Cela étant, les vaccins CD ont produit des résultats mitigés dans les essais cliniques. Une limitation potentielle est l’utilisation de CD dérivées des monocytes. Ces cellules sont dépourvues de certaines propriétés essentielles des CD naturelles, telles que les CD de type I (cDC1), qui jouent un rôle crucial dans l’activation des cellules T CD8. Un autre défaut potentiel est la dépendance de ces vaccins vis-à-vis de l’étape de chargement antigénique, qui utilise des antigènes prédéfinis qui peuvent ne pas représenter tout le spectre des antigènes pertinents présents dans les cellules cancéreuses. La prise en compte des limites des vaccins CD traditionnels pourrait permettre d’améliorer leur efficacité thérapeutique.

Une équipe de scientifiques dirigée par Michele De Palma, professeur associé à la Faculté des sciences de la vie et directeur du Centre de recherche sur le cancer Agora, vient de développer des CD modifiées capables de se transformer en cDC1 et de stimuler l’immunité antitumorale lorsqu’elles sont transférées à des souris atteintes de tumeurs et cela, sans qu’il soit nécessaire de passer par l’étape de chargement antigénique.
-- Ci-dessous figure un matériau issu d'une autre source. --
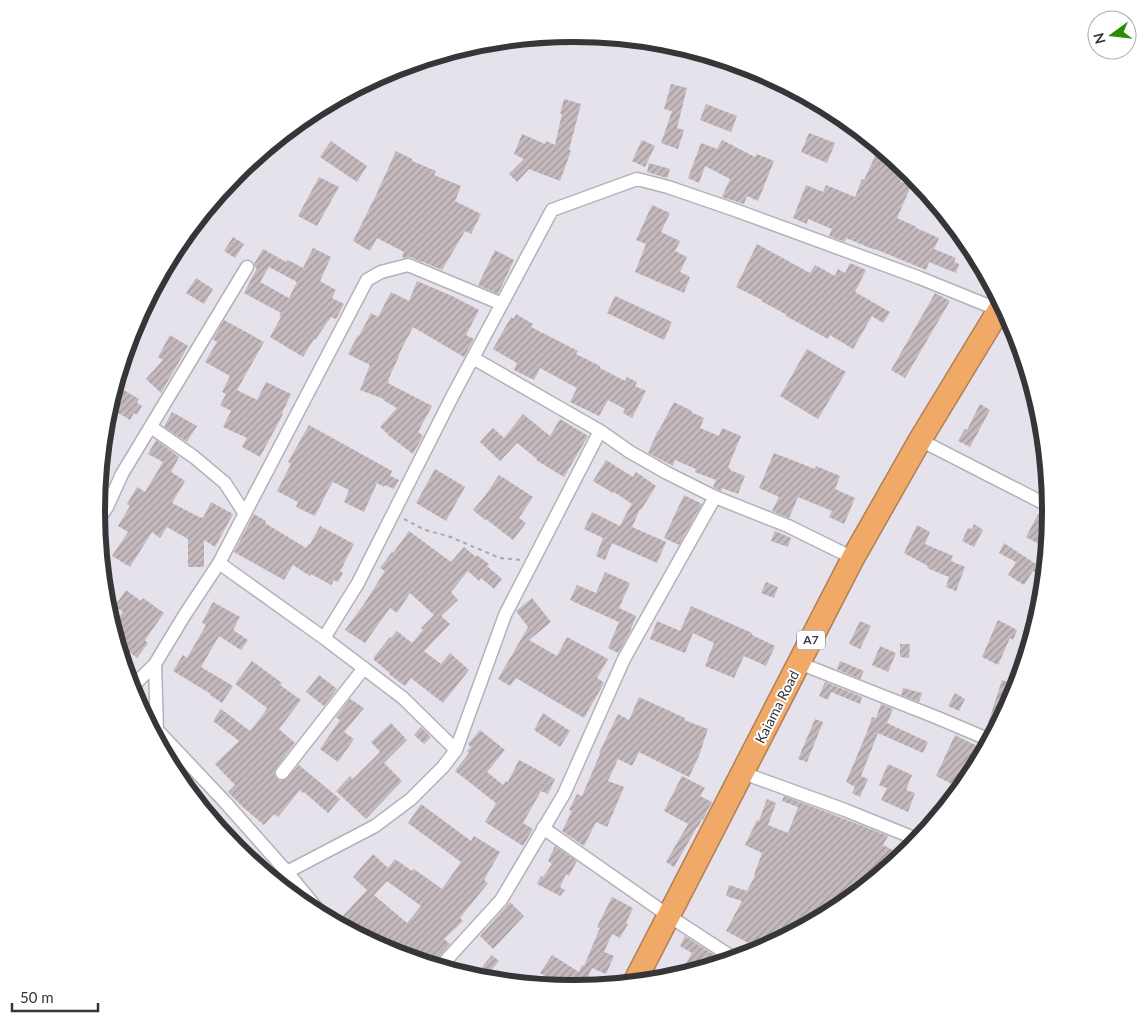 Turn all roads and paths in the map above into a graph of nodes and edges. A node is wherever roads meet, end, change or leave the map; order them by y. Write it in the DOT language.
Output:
graph roads {
  1 [pos="247,266"];
  2 [pos="502,304"];
  3 [pos="995,306"];
  4 [pos="998,312"];
  5 [pos="473,358"];
  6 [pos="151,427"];
  7 [pos="600,431"];
  8 [pos="920,440"];
  9 [pos="715,497"];
  10 [pos="1042,502"];
  11 [pos="105,510"];
  12 [pos="394,513"];
  13 [pos="245,514"];
  14 [pos="853,558"];
  15 [pos="534,560"];
  16 [pos="219,562"];
  17 [pos="324,638"];
  18 [pos="799,663"];
  19 [pos="155,664"];
  20 [pos="364,668"];
  21 [pos="137,682"];
  22 [pos="157,726"];
  23 [pos="162,736"];
  24 [pos="984,738"];
  25 [pos="456,750"];
  26 [pos="282,773"];
  27 [pos="743,773"];
  28 [pos="544,828"];
  29 [pos="911,837"];
  30 [pos="287,872"];
  31 [pos="308,898"];
  32 [pos="669,916"];
  33 [pos="728,954"];
  34 [pos="444,963"];
  35 [pos="638,976"];
  1 -- 6 [label="street"];
  2 -- 3 [label="street"];
  2 -- 5 [label="street"];
  2 -- 13 [label="street"];
  4 -- 8 [label="highway, Kaiama Road / A7"];
  5 -- 7 [label="street"];
  5 -- 12 [label="street"];
  6 -- 11 [label="street"];
  6 -- 13 [label="street"];
  7 -- 9 [label="street"];
  7 -- 15 [label="street"];
  8 -- 10 [label="street"];
  8 -- 14 [label="highway, Kaiama Road / A7"];
  9 -- 14 [label="street"];
  9 -- 28 [label="street"];
  12 -- 15 [label="path"];
  12 -- 17 [label="street"];
  13 -- 16 [label="street"];
  14 -- 18 [label="highway, Kaiama Road / A7"];
  15 -- 25 [label="street"];
  16 -- 17 [label="street"];
  16 -- 19 [label="street"];
  17 -- 20 [label="street"];
  18 -- 24 [label="street"];
  18 -- 27 [label="highway, Kaiama Road / A7"];
  19 -- 21 [label="street"];
  19 -- 22 [label="street"];
  20 -- 25 [label="street"];
  20 -- 26 [label="street"];
  23 -- 30 [label="street"];
  25 -- 30 [label="street"];
  27 -- 29 [label="street"];
  27 -- 32 [label="highway, Kaiama Road / A7"];
  28 -- 32 [label="street"];
  28 -- 34 [label="street"];
  30 -- 31 [label="street"];
  32 -- 33 [label="street"];
  32 -- 35 [label="highway, Kaiama Road / A7"];
} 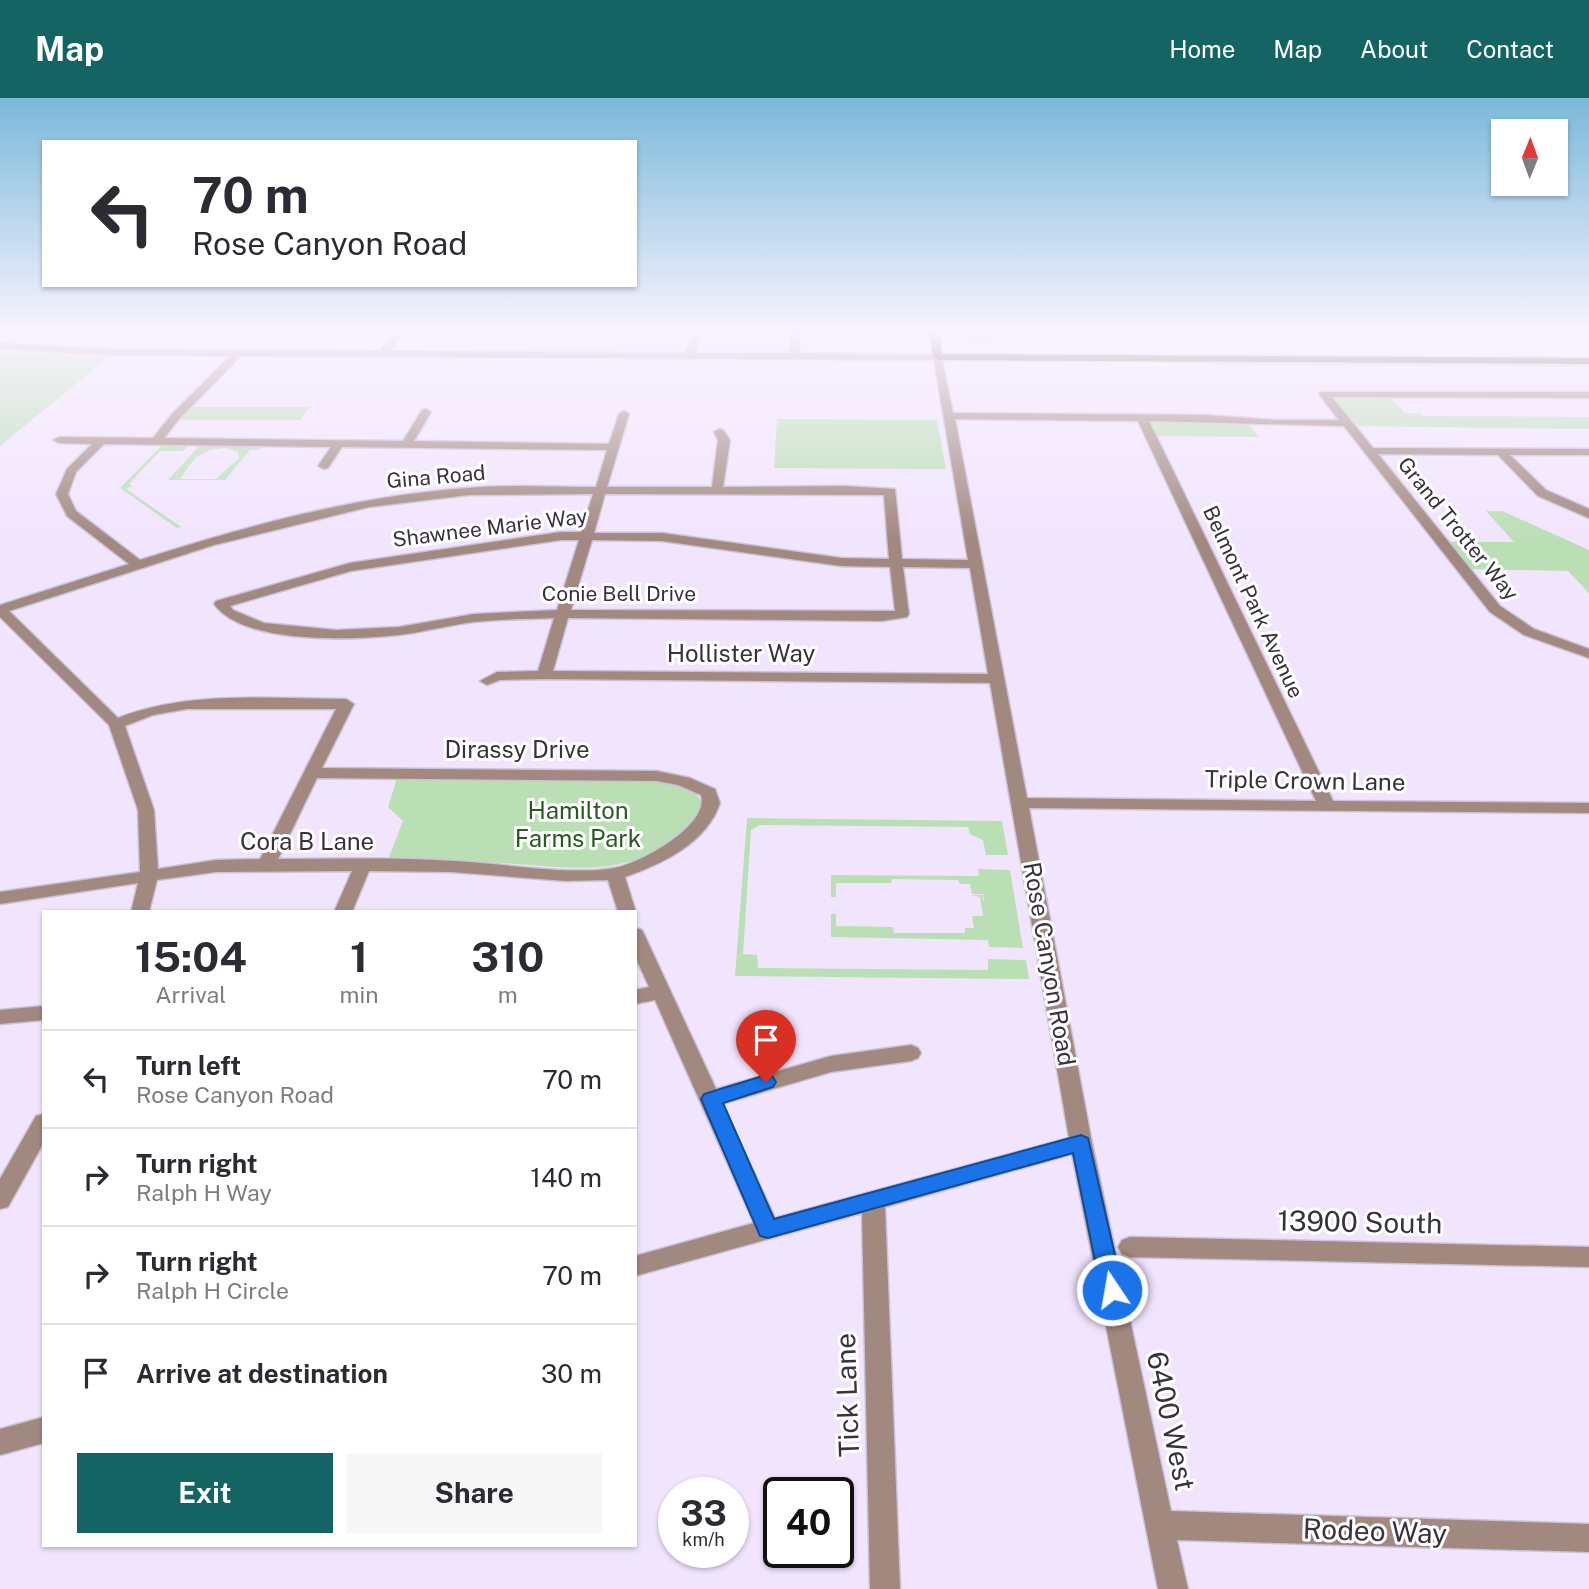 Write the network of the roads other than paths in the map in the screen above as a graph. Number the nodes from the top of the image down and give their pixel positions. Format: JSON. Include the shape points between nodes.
{"nodes":[{"id":1,"x":191,"y":401,"type":"edge"},
{"id":2,"x":946,"y":401,"type":"edge"},
{"id":3,"x":1329,"y":401,"type":"edge"},
{"id":4,"x":426,"y":412,"type":"dead end"},
{"id":5,"x":624,"y":414,"type":"dead end"},
{"id":6,"x":949,"y":416,"type":"junction"},
{"id":7,"x":1142,"y":417,"type":"junction"},
{"id":8,"x":1347,"y":423,"type":"junction"},
{"id":9,"x":719,"y":432,"type":"dead end"},
{"id":10,"x":515,"y":433,"type":"dead end"},
{"id":11,"x":59,"y":440,"type":"dead end"},
{"id":12,"x":102,"y":440,"type":"junction"},
{"id":13,"x":157,"y":440,"type":"junction"},
{"id":14,"x":340,"y":442,"type":"junction"},
{"id":15,"x":407,"y":443,"type":"junction"},
{"id":16,"x":509,"y":447,"type":"junction"},
{"id":17,"x":613,"y":447,"type":"junction"},
{"id":18,"x":1368,"y":450,"type":"junction"},
{"id":19,"x":1500,"y":451,"type":"junction"},
{"id":20,"x":1589,"y":452,"type":"edge"},
{"id":21,"x":324,"y":466,"type":"dead end"},
{"id":22,"x":600,"y":489,"type":"junction"},
{"id":23,"x":717,"y":490,"type":"junction"},
{"id":24,"x":891,"y":492,"type":"joint"},
{"id":25,"x":1589,"y":514,"type":"edge"},
{"id":26,"x":585,"y":536,"type":"junction"},
{"id":27,"x":776,"y":539,"type":"dead end"},
{"id":28,"x":712,"y":544,"type":"junction"},
{"id":29,"x":768,"y":552,"type":"junction"},
{"id":30,"x":703,"y":557,"type":"dead end"},
{"id":31,"x":894,"y":563,"type":"junction"},
{"id":32,"x":137,"y":564,"type":"junction"},
{"id":33,"x":977,"y":564,"type":"junction"},
{"id":34,"x":221,"y":604,"type":"joint"},
{"id":35,"x":0,"y":610,"type":"edge"},
{"id":36,"x":562,"y":614,"type":"junction"},
{"id":37,"x":1589,"y":654,"type":"edge"},
{"id":38,"x":544,"y":675,"type":"junction"},
{"id":39,"x":996,"y":679,"type":"junction"},
{"id":40,"x":486,"y":681,"type":"dead end"},
{"id":41,"x":116,"y":724,"type":"junction"},
{"id":42,"x":311,"y":773,"type":"junction"},
{"id":43,"x":712,"y":803,"type":"joint"},
{"id":44,"x":1021,"y":803,"type":"junction"},
{"id":45,"x":1326,"y":806,"type":"junction"},
{"id":46,"x":1589,"y":808,"type":"edge"},
{"id":47,"x":266,"y":864,"type":"junction"},
{"id":48,"x":362,"y":866,"type":"junction"},
{"id":49,"x":615,"y":874,"type":"junction"},
{"id":50,"x":149,"y":876,"type":"junction"},
{"id":51,"x":0,"y":898,"type":"edge"},
{"id":52,"x":140,"y":910,"type":"edge"},
{"id":53,"x":344,"y":910,"type":"edge"},
{"id":54,"x":626,"y":910,"type":"edge"},
{"id":55,"x":637,"y":938,"type":"edge"},
{"id":56,"x":662,"y":991,"type":"junction"},
{"id":57,"x":637,"y":997,"type":"edge"},
{"id":58,"x":42,"y":1013,"type":"edge"},
{"id":59,"x":0,"y":1017,"type":"edge"},
{"id":60,"x":911,"y":1053,"type":"dead end"},
{"id":61,"x":711,"y":1099,"type":"junction"},
{"id":62,"x":42,"y":1126,"type":"edge"},
{"id":63,"x":1081,"y":1143,"type":"junction"},
{"id":64,"x":873,"y":1199,"type":"junction"},
{"id":65,"x":0,"y":1200,"type":"edge"},
{"id":66,"x":768,"y":1229,"type":"junction"},
{"id":67,"x":1130,"y":1247,"type":"dead end"},
{"id":68,"x":1589,"y":1256,"type":"edge"},
{"id":69,"x":637,"y":1265,"type":"edge"},
{"id":70,"x":42,"y":1431,"type":"edge"},
{"id":71,"x":0,"y":1442,"type":"edge"},
{"id":72,"x":1160,"y":1525,"type":"junction"},
{"id":73,"x":1589,"y":1538,"type":"edge"},
{"id":74,"x":884,"y":1589,"type":"edge"},
{"id":75,"x":1173,"y":1589,"type":"edge"}],
"edges":[{"from":1,"to":13,"type":"street"},
{"from":2,"to":6,"type":"street","name":"Rose Canyon Road"},
{"from":3,"to":8,"type":"street","name":"Grand Trotter Way"},
{"from":4,"to":15,"type":"street"},
{"from":5,"to":17,"type":"street"},
{"from":6,"to":7,"type":"street"},
{"from":6,"to":33,"type":"street","name":"Rose Canyon Road"},
{"from":7,"to":8,"type":"street"},
{"from":7,"to":45,"type":"street","name":"Belmont Park Avenue"},
{"from":8,"to":18,"type":"street","name":"Grand Trotter Way"},
{"from":9,"to":23,"type":"street","via":[[724,440]]},
{"from":10,"to":16,"type":"street"},
{"from":11,"to":12,"type":"street"},
{"from":12,"to":13,"type":"street"},
{"from":12,"to":32,"type":"street","via":[[71,471],[62,494],[71,513]]},
{"from":13,"to":14,"type":"street"},
{"from":14,"to":15,"type":"street"},
{"from":14,"to":21,"type":"street"},
{"from":15,"to":16,"type":"street"},
{"from":16,"to":17,"type":"street"},
{"from":17,"to":22,"type":"street"},
{"from":18,"to":19,"type":"street"},
{"from":18,"to":37,"type":"street","name":"Grand Trotter Way","via":[[1495,609],[1529,632]]},
{"from":19,"to":20,"type":"street"},
{"from":19,"to":25,"type":"street","via":[[1542,493]]},
{"from":22,"to":23,"type":"street","name":"Gina Road"},
{"from":22,"to":26,"type":"street"},
{"from":22,"to":32,"type":"street","name":"Gina Road","via":[[468,491],[369,503]]},
{"from":23,"to":24,"type":"street","name":"Gina Road"},
{"from":24,"to":31,"type":"street","name":"Conie Bell Drive"},
{"from":26,"to":28,"type":"street","name":"Shawnee Marie Way","via":[[662,537]]},
{"from":26,"to":34,"type":"street","name":"Shawnee Marie Way","via":[[350,567]]},
{"from":26,"to":36,"type":"street"},
{"from":27,"to":29,"type":"street"},
{"from":28,"to":29,"type":"street","name":"Shawnee Marie Way"},
{"from":28,"to":30,"type":"street"},
{"from":29,"to":31,"type":"street","name":"Shawnee Marie Way","via":[[841,562]]},
{"from":31,"to":33,"type":"street","name":"Shawnee Marie Way"},
{"from":31,"to":36,"type":"street","name":"Conie Bell Drive","via":[[902,614]]},
{"from":32,"to":35,"type":"street","name":"Gina Road"},
{"from":33,"to":39,"type":"street","name":"Rose Canyon Road"},
{"from":34,"to":36,"type":"street","name":"Conie Bell Drive","via":[[228,613],[261,627],[336,634],[400,631],[492,616]]},
{"from":35,"to":41,"type":"street"},
{"from":36,"to":38,"type":"street"},
{"from":38,"to":39,"type":"street","name":"Hollister Way"},
{"from":38,"to":40,"type":"street","name":"Hollister Way","via":[[497,676]]},
{"from":39,"to":44,"type":"street","name":"Rose Canyon Road"},
{"from":41,"to":42,"type":"street","via":[[149,711],[187,704],[346,704]]},
{"from":41,"to":50,"type":"street","via":[[146,810]]},
{"from":42,"to":43,"type":"street","name":"Dirassy Drive","via":[[657,776],[699,786],[709,793]]},
{"from":42,"to":47,"type":"street"},
{"from":43,"to":49,"type":"street","name":"Cora B Lane","via":[[708,814],[668,852]]},
{"from":44,"to":45,"type":"street","name":"Triple Crown Lane"},
{"from":44,"to":63,"type":"street","name":"Rose Canyon Road"},
{"from":45,"to":46,"type":"street","name":"Triple Crown Lane"},
{"from":47,"to":48,"type":"street","name":"Cora B Lane"},
{"from":47,"to":50,"type":"street","name":"Cora B Lane"},
{"from":48,"to":49,"type":"street","name":"Cora B Lane","via":[[451,866],[566,876]]},
{"from":48,"to":53,"type":"street"},
{"from":49,"to":54,"type":"street"},
{"from":50,"to":51,"type":"street","name":"Cora B Lane"},
{"from":50,"to":52,"type":"street"},
{"from":55,"to":56,"type":"street"},
{"from":56,"to":57,"type":"street"},
{"from":56,"to":61,"type":"street"},
{"from":58,"to":59,"type":"street"},
{"from":60,"to":61,"type":"street","via":[[831,1064]]},
{"from":61,"to":66,"type":"street"},
{"from":62,"to":65,"type":"street"},
{"from":63,"to":64,"type":"street"},
{"from":63,"to":72,"type":"street","name":"6400 West"},
{"from":64,"to":66,"type":"street"},
{"from":64,"to":74,"type":"street","name":"Tick Lane"},
{"from":66,"to":69,"type":"street"},
{"from":67,"to":68,"type":"street","name":"13900 South"},
{"from":70,"to":71,"type":"street"},
{"from":72,"to":73,"type":"street","name":"Rodeo Way"},
{"from":72,"to":75,"type":"street","name":"6400 West"}]}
L’étude a été publiée dans Nature Cancer.

« Notre stratégie n’utilise pas les CD dérivées des monocytes employées dans les études précédentes, mais repose sur une population de progéniteurs de CD appelés « DCP », que nous pouvons produire in vitro, en laboratoire, à partir de sources aisément disponibles, comme le sang et la moelle osseuse », explique Michele De Palma.

De meilleurs résultats

Conçues pour exprimer deux molécules immunostimulantes (IL-12 et FLT3L), les DCP ont pu déclencher des réponses immunitaires antitumorales efficaces dans divers modèles de cancer, surpassant les résultats obtenus avec d’autres formulations traditionnelles de CD. « Chose remarquable, les DCP modifiés ont fonctionné en l’absence de chargement antigénique, ce qui implique qu’ils pourraient être potentiellement efficaces contre un large éventail de cancers humains, indépendamment des antigènes qu’ils expriment. »

La capacité des DCP modifiés à engager largement de multiples composants du système immunitaire, sans se limiter aux cellules T CD8, peut expliquer leur efficacité. « Un résultat très prometteur a été la capacité des DCP à débloquer l’efficacité des cellules CAR-T dans l’éradication des tumeurs cérébrales chez la souris », déclare le professeur Denis Migliorini, chef du département de neuro-oncologie de l’UNIGE et l’un des auteurs de l’étude. Les cellules CAR-T sont une autre classe de cellules immunitaires modifiées déjà approuvées pour le traitement de certaines tumeurs, mais leur efficacité dans le cancer du cerveau a jusqu’à présent été limitée. « Notre idée est de combiner les DCP avec des cellules CAR-T chez les patients atteints d’un cancer du cerveau incurable », ajoute Denis Migliorini.